Rural Manitoba: City Meets Country
“You’re from Toronto eh?” he asked while serving us a freshly baked pie he had stopped by with. “I went there once. Too many people. Took the bus in, sat down on a nice little bench in Nathan Phillips Square, and you know what?” he waited a moment here to ensure he had our attention. “50,000 people walked past me and not one of them talked to me!” He looked flabbergasted, we weren’t surprised. Jordana piped in “Well, did you talk to any of them?” His tone hardened “I couldn’t! They were all RUNNING!!!!!” A few hours later, we met his delightful son, who also inquired about our hometown. “Where ya’ll from?” he asked, “Toronto” we coyly admitted. A look of disgust poured over his face, and he responded as honestly as one could “Eww”.
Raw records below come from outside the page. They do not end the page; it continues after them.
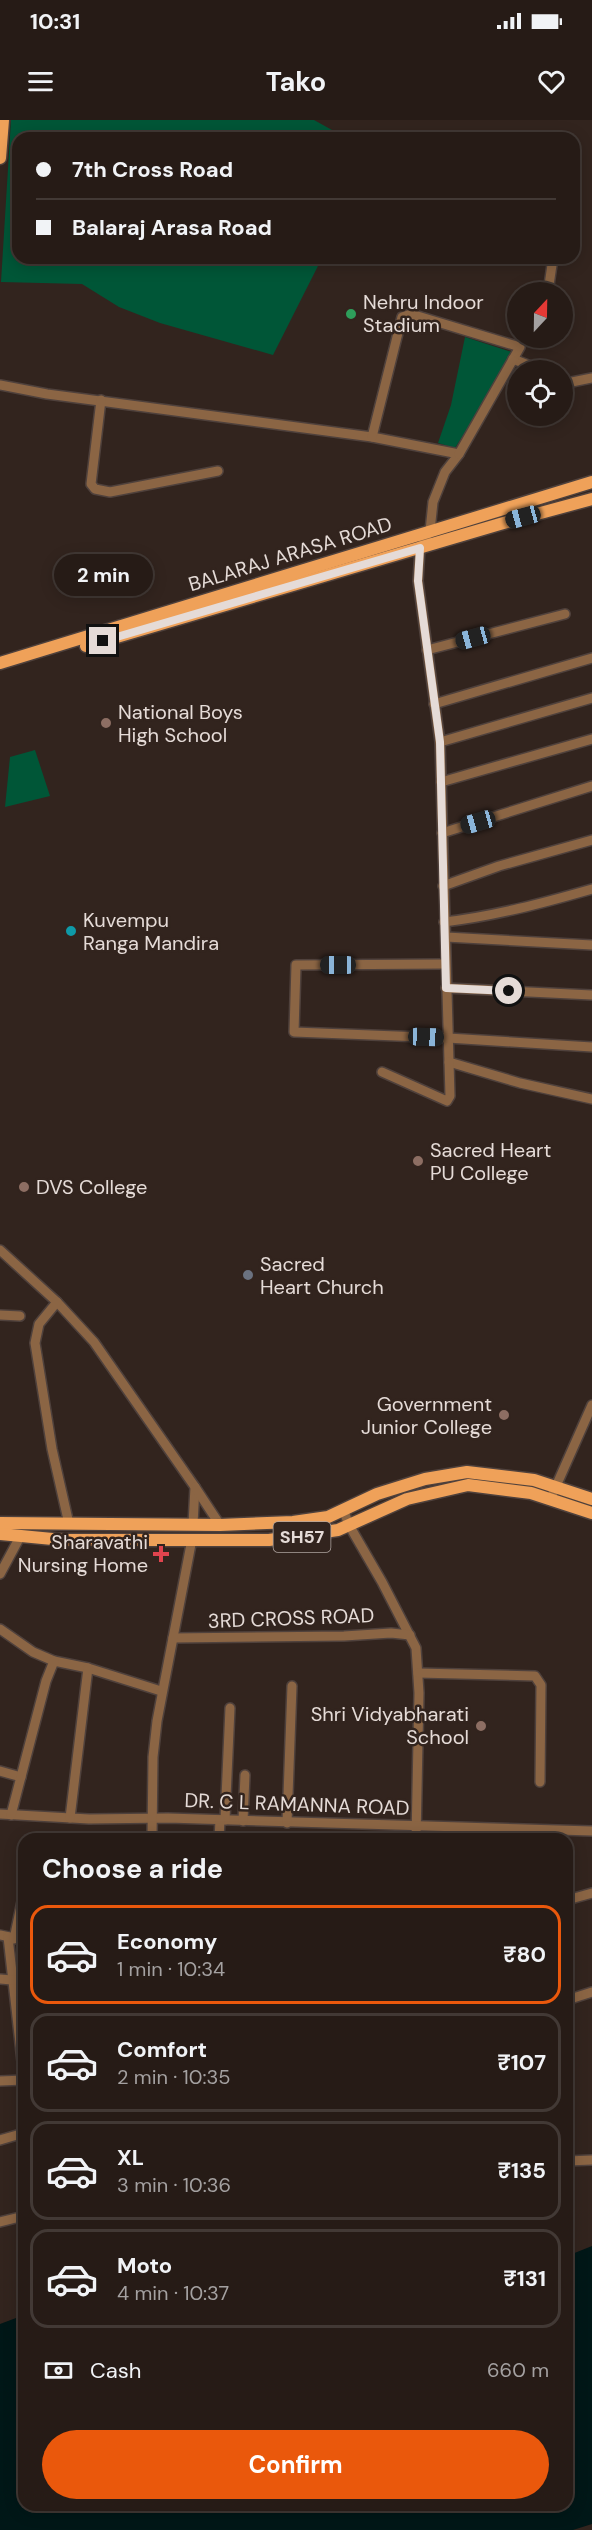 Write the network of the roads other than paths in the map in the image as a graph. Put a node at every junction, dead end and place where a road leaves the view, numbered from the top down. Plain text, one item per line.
1 (3, 120) edge
2 (0, 158) edge
3 (552, 264) edge
4 (549, 282) edge
5 (507, 343) edge
6 (519, 348) edge
7 (513, 359) joint
8 (592, 378) edge
9 (573, 382) edge
10 (0, 385) edge
11 (101, 400) junction
12 (372, 437) junction
13 (459, 454) junction
14 (218, 471) dead end
15 (592, 482) edge
16 (592, 499) edge
17 (430, 531) junction
18 (420, 548) junction
19 (565, 614) dead end
20 (427, 650) junction
21 (592, 658) edge
22 (0, 663) edge
23 (0, 671) edge
24 (592, 698) edge
25 (434, 704) junction
26 (592, 739) edge
27 (440, 742) junction
28 (441, 782) junction
29 (592, 786) edge
30 (442, 833) junction
31 (592, 840) edge
32 (443, 886) junction
33 (592, 889) edge
34 (444, 922) junction
35 (446, 937) junction
36 (592, 945) edge
37 (445, 963) junction
38 (446, 988) junction
39 (592, 995) edge
40 (448, 1038) junction
41 (592, 1047) edge
42 (449, 1062) junction
43 (382, 1072) dead end
44 (592, 1099) edge
45 (0, 1250) edge
46 (57, 1302) junction
47 (0, 1315) edge
48 (20, 1316) dead end
49 (592, 1407) edge
50 (195, 1487) junction
51 (553, 1492) junction
52 (592, 1499) edge
53 (343, 1509) junction
54 (592, 1513) edge
55 (0, 1523) edge
56 (69, 1524) junction
57 (194, 1524) junction
58 (349, 1525) junction
59 (220, 1526) junction
60 (0, 1534) edge
61 (21, 1535) junction
62 (192, 1539) junction
63 (0, 1574) edge
64 (0, 1629) edge
65 (410, 1635) junction
66 (172, 1638) junction
67 (54, 1661) junction
68 (88, 1668) junction
69 (418, 1673) junction
70 (292, 1686) dead end
71 (161, 1691) junction
72 (230, 1708) dead end
73 (0, 1771) edge
74 (245, 1775) dead end
75 (21, 1778) junction
76 (540, 1782) dead end
77 (0, 1814) edge
78 (11, 1815) junction
79 (70, 1818) junction
80 (152, 1818) junction
81 (223, 1820) junction
82 (243, 1821) junction
83 (287, 1823) junction
84 (416, 1826) junction
85 (592, 1831) edge
86 (152, 1833) edge
87 (220, 1833) edge
88 (416, 1833) edge
89 (592, 1893) edge
90 (573, 1898) edge
91 (18, 1913) edge
92 (11, 1938) edge
93 (0, 1979) edge
94 (11, 1980) junction
95 (18, 1981) edge
96 (592, 1992) edge
97 (573, 1998) edge
98 (18, 2033) edge
99 (18, 2080) edge
100 (0, 2081) edge
101 (18, 2135) edge
102 (0, 2140) edge
103 (592, 2160) edge
104 (573, 2161) edge
105 (18, 2218) edge
106 (0, 2222) edge

1 - 2 main road
3 - 4 street
5 - 12 street
6 - 7 street
7 - 13 street
8 - 9 street
10 - 11 street
11 - 12 street
11 - 14 street
12 - 13 street
13 - 17 street
15 - 17 main road, BALARAJ ARASA ROAD
16 - 18 main road, BALARAJ ARASA ROAD
17 - 18 street
17 - 22 main road, BALARAJ ARASA ROAD
18 - 20 street
18 - 23 main road, BALARAJ ARASA ROAD
19 - 20 street
20 - 25 street
21 - 25 street
24 - 27 street
25 - 27 street
26 - 28 street
27 - 28 street
28 - 30 street
29 - 30 street
30 - 32 street
31 - 32 street
32 - 34 street
33 - 34 street
34 - 35 street
35 - 36 street
35 - 37 street
37 - 38 street
37 - 40 street
38 - 39 street
38 - 40 street
40 - 41 street
40 - 42 street
42 - 43 street
42 - 44 street
45 - 46 street
46 - 50 street
46 - 56 street
47 - 48 street
49 - 51 street
50 - 57 street
50 - 59 street
51 - 52 main road, SH57
51 - 53 main road, SH57
51 - 54 main road, SH57
51 - 58 main road, SH57
53 - 58 street
53 - 59 main road, SH57
55 - 56 main road, SH57
56 - 57 main road, SH57
57 - 59 main road, SH57
58 - 62 main road, SH57
58 - 65 street
60 - 61 main road, SH57
61 - 62 main road, SH57
61 - 63 street
62 - 66 street
64 - 67 street
65 - 66 street, 3RD CROSS ROAD
65 - 69 street
66 - 71 street
67 - 68 street
67 - 75 street
68 - 71 street
68 - 79 street
69 - 76 street
69 - 84 street
70 - 83 street
71 - 80 street
72 - 81 street
73 - 75 street
74 - 82 street
75 - 78 street
77 - 78 street, DR. C L RAMANNA ROAD
78 - 79 street, DR. C L RAMANNA ROAD
79 - 80 street, DR. C L RAMANNA ROAD
80 - 81 street, DR. C L RAMANNA ROAD
80 - 86 street
81 - 82 street, DR. C L RAMANNA ROAD
81 - 87 street
82 - 83 street, DR. C L RAMANNA ROAD
83 - 84 street, DR. C L RAMANNA ROAD
84 - 85 street, DR. C L RAMANNA ROAD
84 - 88 street
89 - 90 street
91 - 92 street
92 - 94 street
93 - 94 street
94 - 95 street
94 - 98 street
96 - 97 street
99 - 100 street
101 - 102 street
103 - 104 street
105 - 106 street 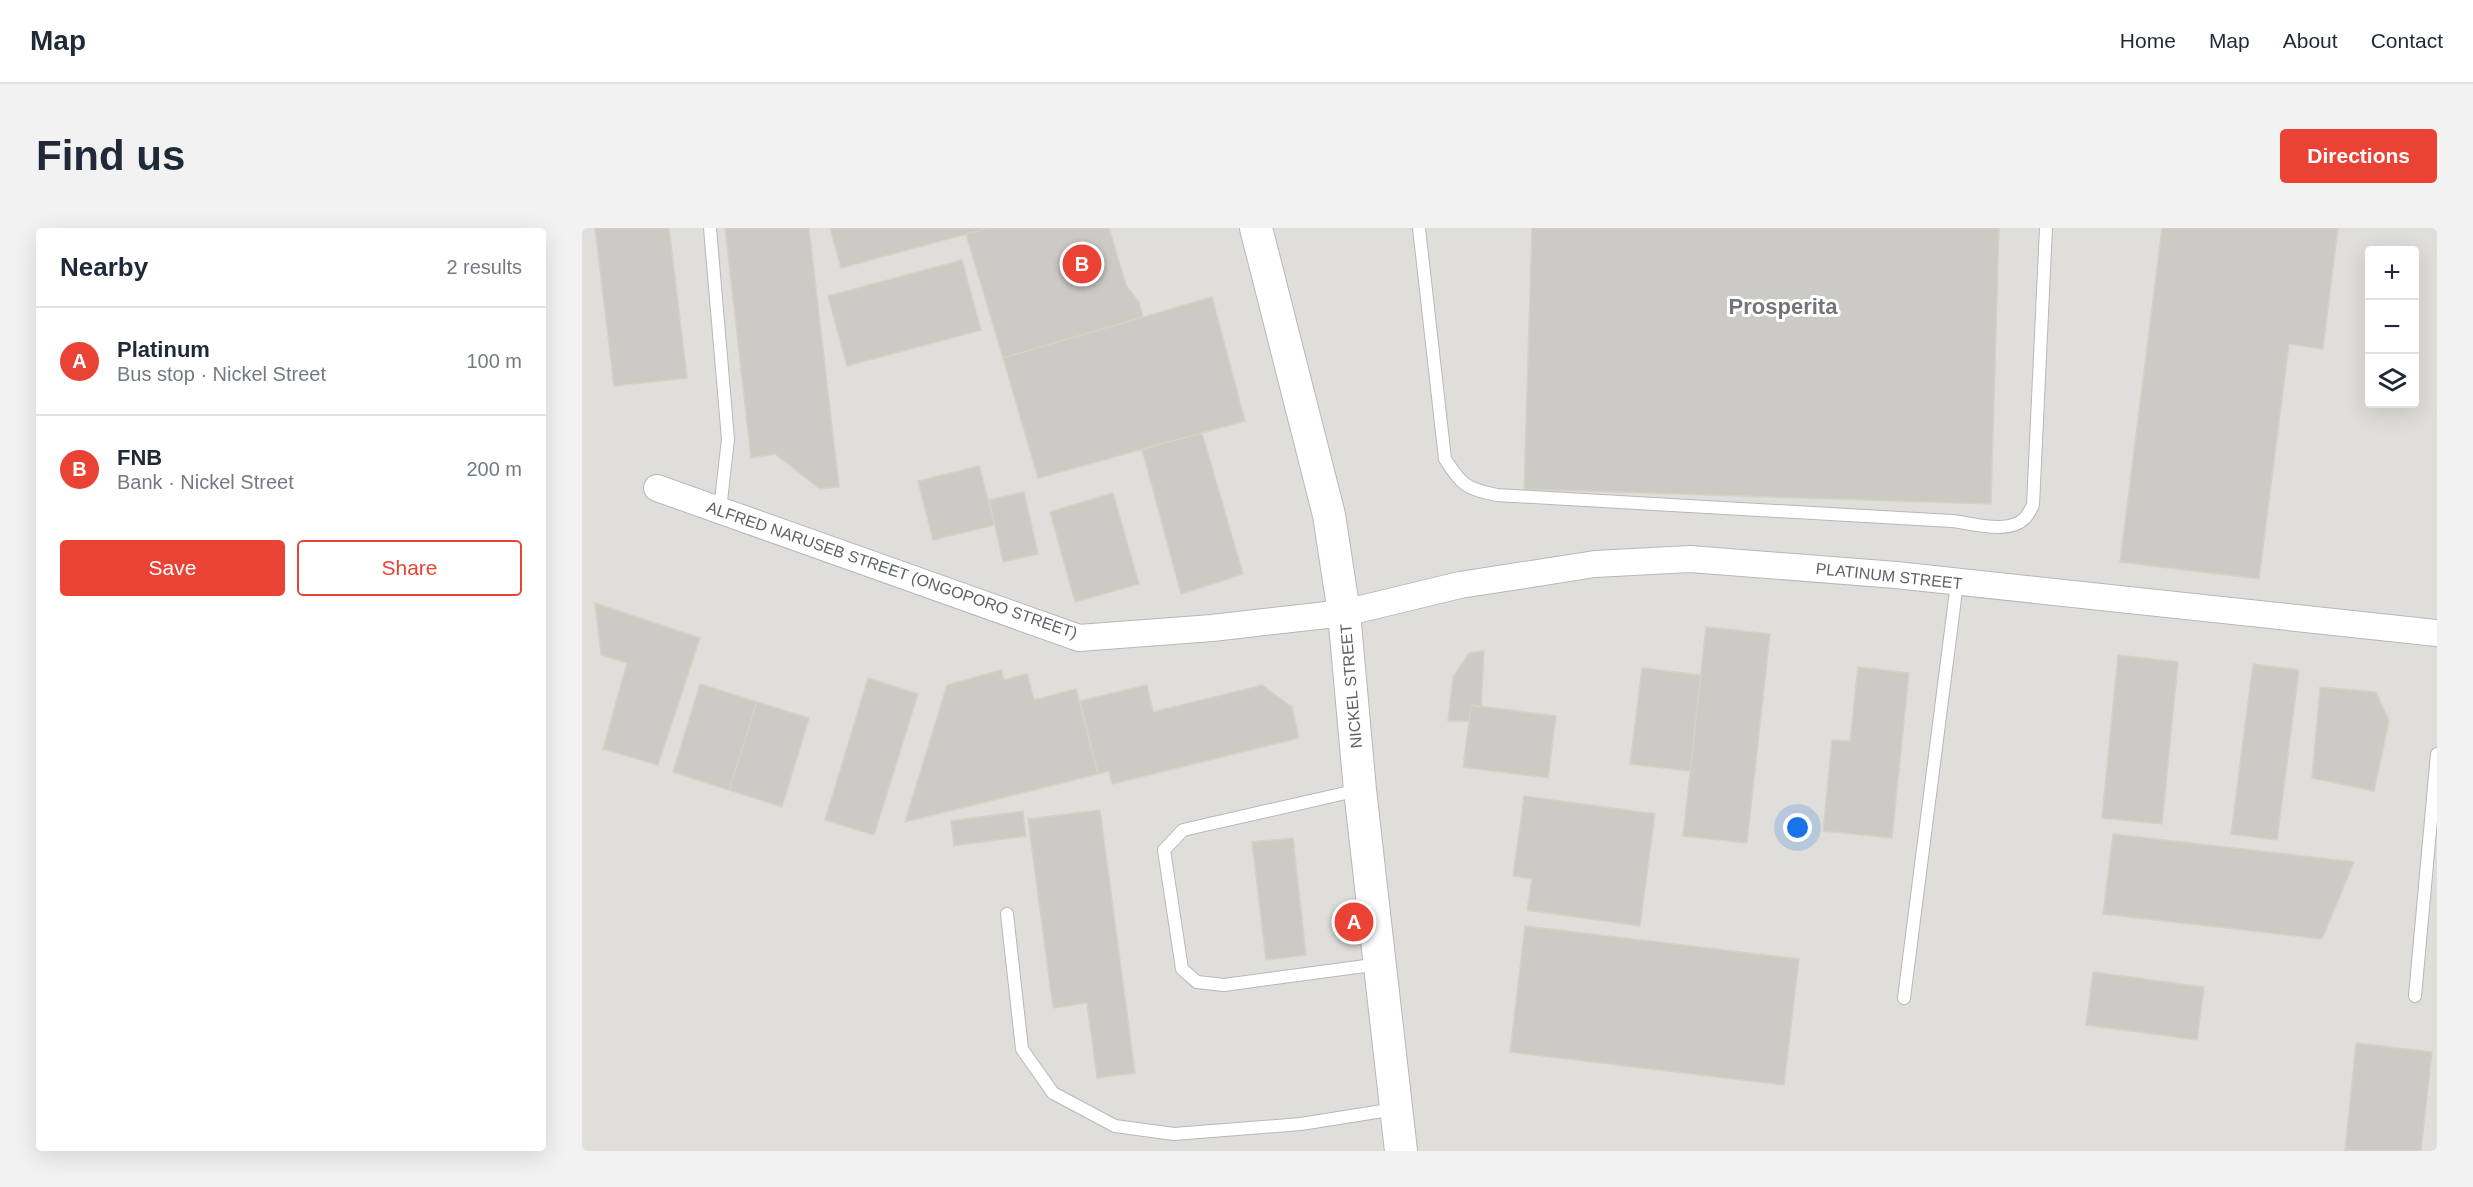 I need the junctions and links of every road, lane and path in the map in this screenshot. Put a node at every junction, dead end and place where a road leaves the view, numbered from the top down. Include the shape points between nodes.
1 (710, 228) edge
2 (1256, 228) edge
3 (1419, 228) edge
4 (2046, 228) edge
5 (657, 488) dead end
6 (720, 510) junction
7 (1957, 583) junction
8 (1344, 613) junction
9 (2437, 633) edge
10 (2437, 754) edge
11 (1360, 790) junction
12 (1007, 914) dead end
13 (1381, 964) junction
14 (2415, 996) dead end
15 (1904, 998) dead end
16 (1396, 1108) junction
17 (1401, 1151) edge

1 - 6 lane via 728,439
2 - 8 street, NICKEL STREET via 1329,515
3 - 4 lane via 1445,459 1460,481 1477,491 1996,526 2025,519 2033,505
5 - 6 street, ALFRED NARUSEB STREET (ONGOPORO STREET)
6 - 8 street, ALFRED NARUSEB STREET (ONGOPORO STREET) via 1079,638
7 - 8 street, PLATINUM STREET via 1690,559 1595,564 1460,585
7 - 9 street, PLATINUM STREET
7 - 15 lane
8 - 11 street, NICKEL STREET
10 - 14 lane
11 - 13 street, NICKEL STREET
11 - 13 lane via 1183,830 1164,850 1182,969 1197,982 1224,985
12 - 16 lane via 1022,1049 1053,1093 1115,1126 1174,1134 1301,1124
13 - 16 street, NICKEL STREET
16 - 17 street, NICKEL STREET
Life here in rural Manitoba is indeed a far cry from the isolating hustle and bustle of our urban life. Just being out of cell phone service for a day seemed surreal. But beyond that, my old friend and her husband to be live in a perfect country home with 13 acres, a hippie van, a truck and a dog named moose, a fluffball of a cat and a montage of hilarious tales of country life.
Our evening was filled with an adventure through small rural towns entertained by the people that made them beautiful and quirky all at once. We were offered Ninja Turtle tarot cards to the scent of slow cooking kabalsa and a guestbook from a tiki hut one of our friend’s brothers once owned. The layers of familial love were insurmountable, but not in the conservative family Christmas photo kind of way. It was an endearing, occasionally offensive kind of love that glued these folks together into something that we weren’t used to seeing. Community. Despite the mileage between houses, the community feel was omnipotent.
As we cruised through Portage de Prairie (pronounced without the French accent, warn the locals) we remembered how simple life could be and how enjoyable nothing but the company of good friends, food and family truly was. Suddenly, our incessant necessity for “stuff” dissolved and we learned how to just appreciate what is. From peering into local hockey games to “stunting” on giant things we spent our time in rural Manitoba laughing harder than we’ve laughed all trip. A good dose of laughter yoga in the prairies.
Sunsets in Saskatchewan
A long day on the road soundtracked by sampling rap songs from the 90s and practicing yoga in the wheat fields of Saskatchewan was met with the most remarkable sunset we’d ever seen. We pulled off the highway, hauled our convenient and necessary faux fur car seat rugs onto the grass and sat beneath the setting sun. We began to chant. And chant. We chanted so hard we muted the sounds of cars and trucks rolling by. We muted the sounds of our silly neurotic thoughts about our future, our trip, our business and our lovers (and ex-lovers) back home. We muted the drama, the stories and the chaos and we arrived. Yes, it was here in Saskatchewan we arrived fully to “us”. No more faking it. The true colors shone through and we were getting really real with ourselves and (for better or for worse) each other.
Art in Alberta
The evening led us from powerful Saskatchewan sunsets into the arms of the most loving and joy filled home we’d ever met at Red Roof Studio. Labyrinths and pheasant hunting dogs meet a sustainably built art studio packed with images of goddess women and the children they once were. The owners bursted with happiness, met us at the door in the late hours of the evening with a glass of delicious wine and tales, oh the tales, of the journeys they had gone through from Holland to Duchess, just outside of Medicine Hat, Alberta.
Amongst the company of a houseful of friends and family, they were celebrating the success of their wee art gallery receiving thereward of “Best Rural Business” here in Alberta. From agricultural crop researchers to painters and artists and photographers and concert hosts, they confirmed that the artistic dream we all think a myth, is indeed true. The adobe-smothered home was overflowing with sculptures, photos, instruments, paintings and animals. Each new moment introduced us to a new dog or cat that would arrive and topple its furry self over one of us girls, usually Jordana, our resident dog whisperer. We felt so alive here. Dancing on the clay floors amidst the paintings of women she’d sketched throughout her years- ironically enough, paintings of a blonde, a brunette and a redhead with their backs to the world- paintings of women who decided to follow their own path and turn their back to what was expected of them. Arms wide and hearts wider, the open fields of the prairies had changed something. There was a wild openness, a new depth, emerging from the three of us. And all it took was a tour through the moose jaw tunnels and powerful chanting mantra meditation on the side of the TransCanada highway.